The second tendency in this new culture is the loss of confidence in leaders experienced by different categories of the population. Relations with politicians are now tainted with suspicion as to their real intentions. Many Americans and Europeans did not believe their governments when they announced that they would “punish” the Syrian regime for its crimes against humanity, and suspected the existence of other (shameful) reasons behind this decision. This tendency further accredits ready-made “conspiracy” theories that explain all that goes on in the world.

That said, and regardless of real US intentions, the crucial days between 21 August and 9 September 2013 did show that a fairly firm international threat, combined with the possibility of military intervention (even a limited one), was sufficient to terrorize the Syrian regime, and to prompt Moscow and Tehran to help it find a political escape along with an offer that would have been unthinkable in other circumstances.

In the end, Assad saved his regime by renouncing the weapons that he had been parading as a deterrent force against Israel. The inhabitants of the Ghouta suffered both from the inaction of those in power and from the indifference of world public opinion towards the use of weapons of mass destruction in 2013—one century after such weapons were used on a massive scale in WWI, and 85 years after an international convention banning them was signed [6].

From 9 September until today, thousands of Syrians have been executed, killed, or injured, not counting those who have made into refugees or prisoners.
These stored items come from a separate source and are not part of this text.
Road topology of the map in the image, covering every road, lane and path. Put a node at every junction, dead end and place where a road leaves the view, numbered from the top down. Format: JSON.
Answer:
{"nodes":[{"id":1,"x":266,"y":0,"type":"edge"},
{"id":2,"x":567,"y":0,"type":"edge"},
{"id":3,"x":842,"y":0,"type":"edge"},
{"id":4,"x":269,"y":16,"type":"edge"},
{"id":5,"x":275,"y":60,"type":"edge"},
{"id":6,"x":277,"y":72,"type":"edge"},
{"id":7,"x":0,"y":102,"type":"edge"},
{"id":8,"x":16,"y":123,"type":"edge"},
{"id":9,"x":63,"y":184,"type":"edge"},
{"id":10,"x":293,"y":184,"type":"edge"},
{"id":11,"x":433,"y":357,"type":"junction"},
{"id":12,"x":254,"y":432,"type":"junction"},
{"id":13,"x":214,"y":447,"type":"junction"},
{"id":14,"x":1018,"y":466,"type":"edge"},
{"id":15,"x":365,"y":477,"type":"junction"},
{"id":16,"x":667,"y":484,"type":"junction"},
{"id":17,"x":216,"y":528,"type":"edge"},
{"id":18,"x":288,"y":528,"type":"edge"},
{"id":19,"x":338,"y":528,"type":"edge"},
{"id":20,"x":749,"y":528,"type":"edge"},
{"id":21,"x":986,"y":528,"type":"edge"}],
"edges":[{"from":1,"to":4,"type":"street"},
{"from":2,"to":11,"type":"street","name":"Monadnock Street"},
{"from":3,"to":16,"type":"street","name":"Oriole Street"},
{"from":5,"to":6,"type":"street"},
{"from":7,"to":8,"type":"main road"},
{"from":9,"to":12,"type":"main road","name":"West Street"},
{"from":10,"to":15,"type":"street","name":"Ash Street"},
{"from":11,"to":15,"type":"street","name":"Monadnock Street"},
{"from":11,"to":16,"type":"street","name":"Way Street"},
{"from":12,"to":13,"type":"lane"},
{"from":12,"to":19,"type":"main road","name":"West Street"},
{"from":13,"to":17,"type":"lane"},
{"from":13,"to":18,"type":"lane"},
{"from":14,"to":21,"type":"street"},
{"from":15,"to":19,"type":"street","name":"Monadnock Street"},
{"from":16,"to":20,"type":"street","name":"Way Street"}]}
Consequently, the families of the victims can only feel that what they call “the whole world” is responsible, just like Assad, for their tragedy. 
Ziad Majed 

[1] It is considered that the regime used chemical weapons for the first time on 23 December 2012 in Homs, and then in a limited manner in other areas, mostly as part of military operations against impregnable insurgent positions. 
[2] The report was published on 16 September. It appears in full at: http://fr.scribd.com/doc/168606795/U-NReport-on-Chemical-Attack-in-Syria. 
[3] These are the best equipped and best trained forces of the Syrian army, and also the most loyal to the regime, as they are commanded by men who belong to the family of the president. For a military analysis of the attack and of the weapons used, see the expert blog http://brown-moses.blogspot.fr/. 
[4] See, for instance, the article “Inside the White house, a head-spinning reversal on chemical weapons” published on 15 September 2013 in the Wall Street Journal: http://online.wsj.com/news/articles/SB10001424127887323527004579077401049154032. 
[5] The argument that the opposition should not be armed, or that “weapons should not be sent for fear that they may fall into the wrong hands,” weakened the revolution militarily and allowed the regime to remain in place. Moreover, the argument was false, because the Western actors involved did know their military interlocutors (of the Syrian opposition), and because several studies clarified the situation on the ground—for instance, that of Bassma Kodmani (political scientist, director of the “Arab Reform Initiative” and former spokesperson for the Syrian National Council) and Felix Legrand entitled “Empowering the Democratic Resistance in Syria”: http://www.arab-reform.net/en/node/593. 
[6] Before Assad, only Saddam Hussein had broken this convention by using “mustard gas” against Iranian soldiers in the mid-1980s, and then against Kurdish civilians in Halabja in 1988.